Hamburger Bürgerinitiative kämpft für Klimaneutralität bis 2040 mit sozialem Ausgleich
Irena RohtKulturelle Szene setzt sich für Klimaneutralität bis 2040 ein - Hamburger Bürgerinitiative kämpft für Klimaneutralität bis 2040 mit sozialem Ausgleich
Bürgerinitiative "Hamburg-Zukunftsentscheid" fordert strengeren Klimaschutz
Die Bürgerinitiative Hamburg-Zukunftsentscheid setzt sich für ambitioniertere Klimamaßnahmen in der Hansestadt ein.

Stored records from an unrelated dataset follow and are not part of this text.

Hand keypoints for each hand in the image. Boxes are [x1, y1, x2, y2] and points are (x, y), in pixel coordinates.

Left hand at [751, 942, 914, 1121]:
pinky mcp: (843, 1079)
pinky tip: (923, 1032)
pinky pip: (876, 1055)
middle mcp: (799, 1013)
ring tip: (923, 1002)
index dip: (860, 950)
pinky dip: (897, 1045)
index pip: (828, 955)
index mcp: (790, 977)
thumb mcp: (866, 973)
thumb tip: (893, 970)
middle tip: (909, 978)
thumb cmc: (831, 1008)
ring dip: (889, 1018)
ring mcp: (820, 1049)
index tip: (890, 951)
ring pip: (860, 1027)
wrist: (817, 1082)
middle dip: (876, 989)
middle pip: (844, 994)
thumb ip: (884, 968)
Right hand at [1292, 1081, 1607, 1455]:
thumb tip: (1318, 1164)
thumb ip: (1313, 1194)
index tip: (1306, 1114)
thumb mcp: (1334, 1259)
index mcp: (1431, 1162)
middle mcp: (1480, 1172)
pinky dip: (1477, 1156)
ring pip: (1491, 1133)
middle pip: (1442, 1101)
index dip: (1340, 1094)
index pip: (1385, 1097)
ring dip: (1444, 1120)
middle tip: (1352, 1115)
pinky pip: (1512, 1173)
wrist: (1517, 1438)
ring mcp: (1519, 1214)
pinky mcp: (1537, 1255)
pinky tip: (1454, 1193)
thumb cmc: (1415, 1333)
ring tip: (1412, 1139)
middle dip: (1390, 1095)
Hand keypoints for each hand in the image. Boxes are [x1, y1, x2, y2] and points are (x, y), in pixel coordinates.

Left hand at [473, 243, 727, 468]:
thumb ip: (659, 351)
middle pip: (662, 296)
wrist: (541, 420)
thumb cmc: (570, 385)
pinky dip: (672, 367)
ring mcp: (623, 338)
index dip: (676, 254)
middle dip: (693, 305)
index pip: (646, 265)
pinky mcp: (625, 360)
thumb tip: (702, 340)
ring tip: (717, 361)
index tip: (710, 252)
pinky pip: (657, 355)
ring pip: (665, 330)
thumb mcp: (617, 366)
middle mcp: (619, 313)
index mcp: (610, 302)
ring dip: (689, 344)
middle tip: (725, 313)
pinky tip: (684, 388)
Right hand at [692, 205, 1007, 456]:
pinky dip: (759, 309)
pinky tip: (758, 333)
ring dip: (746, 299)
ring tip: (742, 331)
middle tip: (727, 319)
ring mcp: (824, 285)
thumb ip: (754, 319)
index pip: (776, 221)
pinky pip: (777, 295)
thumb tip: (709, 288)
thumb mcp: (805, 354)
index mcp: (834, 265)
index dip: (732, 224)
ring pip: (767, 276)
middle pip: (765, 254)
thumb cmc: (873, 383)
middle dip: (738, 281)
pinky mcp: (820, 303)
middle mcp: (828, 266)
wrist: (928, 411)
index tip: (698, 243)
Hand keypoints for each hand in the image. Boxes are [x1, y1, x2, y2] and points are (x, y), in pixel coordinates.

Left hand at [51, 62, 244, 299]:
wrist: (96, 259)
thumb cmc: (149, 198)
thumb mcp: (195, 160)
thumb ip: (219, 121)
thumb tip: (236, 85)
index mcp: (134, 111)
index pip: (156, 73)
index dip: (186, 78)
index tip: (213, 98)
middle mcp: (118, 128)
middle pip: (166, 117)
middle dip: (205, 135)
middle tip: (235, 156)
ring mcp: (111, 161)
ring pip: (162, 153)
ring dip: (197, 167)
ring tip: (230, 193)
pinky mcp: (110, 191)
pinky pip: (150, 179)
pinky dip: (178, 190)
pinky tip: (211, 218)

Ziel der Kampagne ist es, Hamburg bereits bis 2040 klimaneutral zu machen – fünf Jahre früher als im aktuellen Plan bis 2045 vorgesehen. Bereits jetzt unterstützen zahlreiche bedeutende Kultureinrichtungen und über 80 Künstler:innen das Vorhaben.
Die Initiative strebt eine Änderung des Hamburger Klimaschutzgesetzes an, um jährliche CO₂-Obergrenzen einzuführen. Diese Ziele sollen sektorenspezifisch auf der Grundlage des bestehenden Stadtklimaplans festgelegt werden. Werden die Vorgaben verfehlt, würden umgehend Maßnahmenprogramme greifen, um die Umsetzung wieder auf Kurs zu bringen.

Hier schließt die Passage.